Cookbook backend detection: report Vulkan on AMD hosts without ROCm; gate CUDA build on actual NVIDIA hardware

Three classes of incorrect detection fixed: (1) AMD GPU + no ROCm installed (e.g. Strix Halo) was reported as backend=rocm everywhere, so launch commands emitted HIP_VISIBLE_DEVICES (silent no-op on Vulkan) and the from-source build path failed. Both _probe_amd_sysfs (routes/cookbook_routes) and _detect_amd (services/hwfit/hardware) now probe rocminfo / hipconfig / vulkaninfo at detection time and report vulkan when only Vulkan is present. (2) Build helper was picking the CUDA branch on AMD hosts whenever a stray pip-installed nvcc was on PATH (vLLM wheels carry one without libcudart). Added _odysseus_has_nvidia_hw() that checks nvidia-smi / /dev/nvidia* / lspci, and gates both the nvcc PATH augmentation and the CUDA elif branch on real hardware. (3) Build chain reordered to ROCm/HIP > CUDA > Vulkan > CPU. Vulkan tier added between CUDA and CPU as a portable fallback for hosts with a GPU but no native toolchain (the common Strix Halo case). Same _append_llama_cpp_linux_accel_build_lines also auto-attempts sudo -n apt/pacman/dnf install of cmake/build-essential/git when they are missing, surfacing a clear no-passwordless-sudo warning otherwise.

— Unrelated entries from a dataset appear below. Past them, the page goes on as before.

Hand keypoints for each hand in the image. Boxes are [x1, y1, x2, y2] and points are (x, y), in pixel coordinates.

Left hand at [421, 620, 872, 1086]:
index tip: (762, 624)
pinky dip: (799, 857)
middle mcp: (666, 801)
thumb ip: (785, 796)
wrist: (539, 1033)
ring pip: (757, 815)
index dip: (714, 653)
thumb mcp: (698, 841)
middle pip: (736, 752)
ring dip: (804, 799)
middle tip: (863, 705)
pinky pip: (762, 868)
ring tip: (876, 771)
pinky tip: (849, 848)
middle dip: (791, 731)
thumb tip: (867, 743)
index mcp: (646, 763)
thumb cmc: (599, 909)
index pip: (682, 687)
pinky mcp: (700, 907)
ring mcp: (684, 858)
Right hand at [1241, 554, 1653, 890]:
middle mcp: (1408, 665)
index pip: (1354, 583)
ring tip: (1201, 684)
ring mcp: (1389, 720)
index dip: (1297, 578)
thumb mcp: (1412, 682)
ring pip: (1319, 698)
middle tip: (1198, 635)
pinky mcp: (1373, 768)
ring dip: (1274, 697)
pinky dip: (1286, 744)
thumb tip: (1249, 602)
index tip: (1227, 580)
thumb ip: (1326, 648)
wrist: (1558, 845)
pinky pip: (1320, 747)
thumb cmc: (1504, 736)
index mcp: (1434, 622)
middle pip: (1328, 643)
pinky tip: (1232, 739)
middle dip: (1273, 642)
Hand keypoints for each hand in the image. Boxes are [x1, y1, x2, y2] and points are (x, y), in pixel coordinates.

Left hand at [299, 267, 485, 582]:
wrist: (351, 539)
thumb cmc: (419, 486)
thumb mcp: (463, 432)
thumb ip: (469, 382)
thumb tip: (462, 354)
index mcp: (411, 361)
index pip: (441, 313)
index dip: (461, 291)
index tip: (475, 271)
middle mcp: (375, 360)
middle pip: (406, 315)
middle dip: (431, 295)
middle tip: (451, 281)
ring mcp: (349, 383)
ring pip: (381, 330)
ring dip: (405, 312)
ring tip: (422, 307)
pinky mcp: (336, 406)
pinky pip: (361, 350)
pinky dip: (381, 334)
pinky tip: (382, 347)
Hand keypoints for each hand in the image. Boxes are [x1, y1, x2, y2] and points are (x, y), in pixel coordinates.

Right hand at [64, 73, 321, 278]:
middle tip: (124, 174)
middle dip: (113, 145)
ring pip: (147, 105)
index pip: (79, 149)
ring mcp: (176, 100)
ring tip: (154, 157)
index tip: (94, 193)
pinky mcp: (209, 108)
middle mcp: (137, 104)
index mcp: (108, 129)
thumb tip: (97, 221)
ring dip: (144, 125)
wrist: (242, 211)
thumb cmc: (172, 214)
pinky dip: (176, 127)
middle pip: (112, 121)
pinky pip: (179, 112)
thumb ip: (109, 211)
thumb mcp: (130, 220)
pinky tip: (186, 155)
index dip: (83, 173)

2026-06-28 07:35:27 -04:00 · 2026-06-19 00:33:07 +00:00
parent b3e186746a
commit 1324e1b0d5
3 changed files with 293 additions and 20 deletions
@@ -282,7 +282,17 @@ def _detect_amd():
            "gpus": cards,
            "gpu_groups": groups,
            "homogeneous": len(groups) <= 1,
-            "backend": "rocm",
+            # Pick the actual runtime label: ROCm/HIP only when its
+            # toolchain is installed, otherwise Vulkan if vulkaninfo is
+            # present (mesa RADV works fine on RDNA/CDNA when ROCm
+            # packages are absent — see Strix Halo where ROCm support
+            # is still backporting). Reporting "rocm" on a Vulkan-only
+            # host misleads downstream env-var pinning
+            # (HIP_VISIBLE_DEVICES is a no-op there).
+            "backend": (
+                "rocm" if (_run(["which", "rocminfo"]) or _run(["which", "hipconfig"]))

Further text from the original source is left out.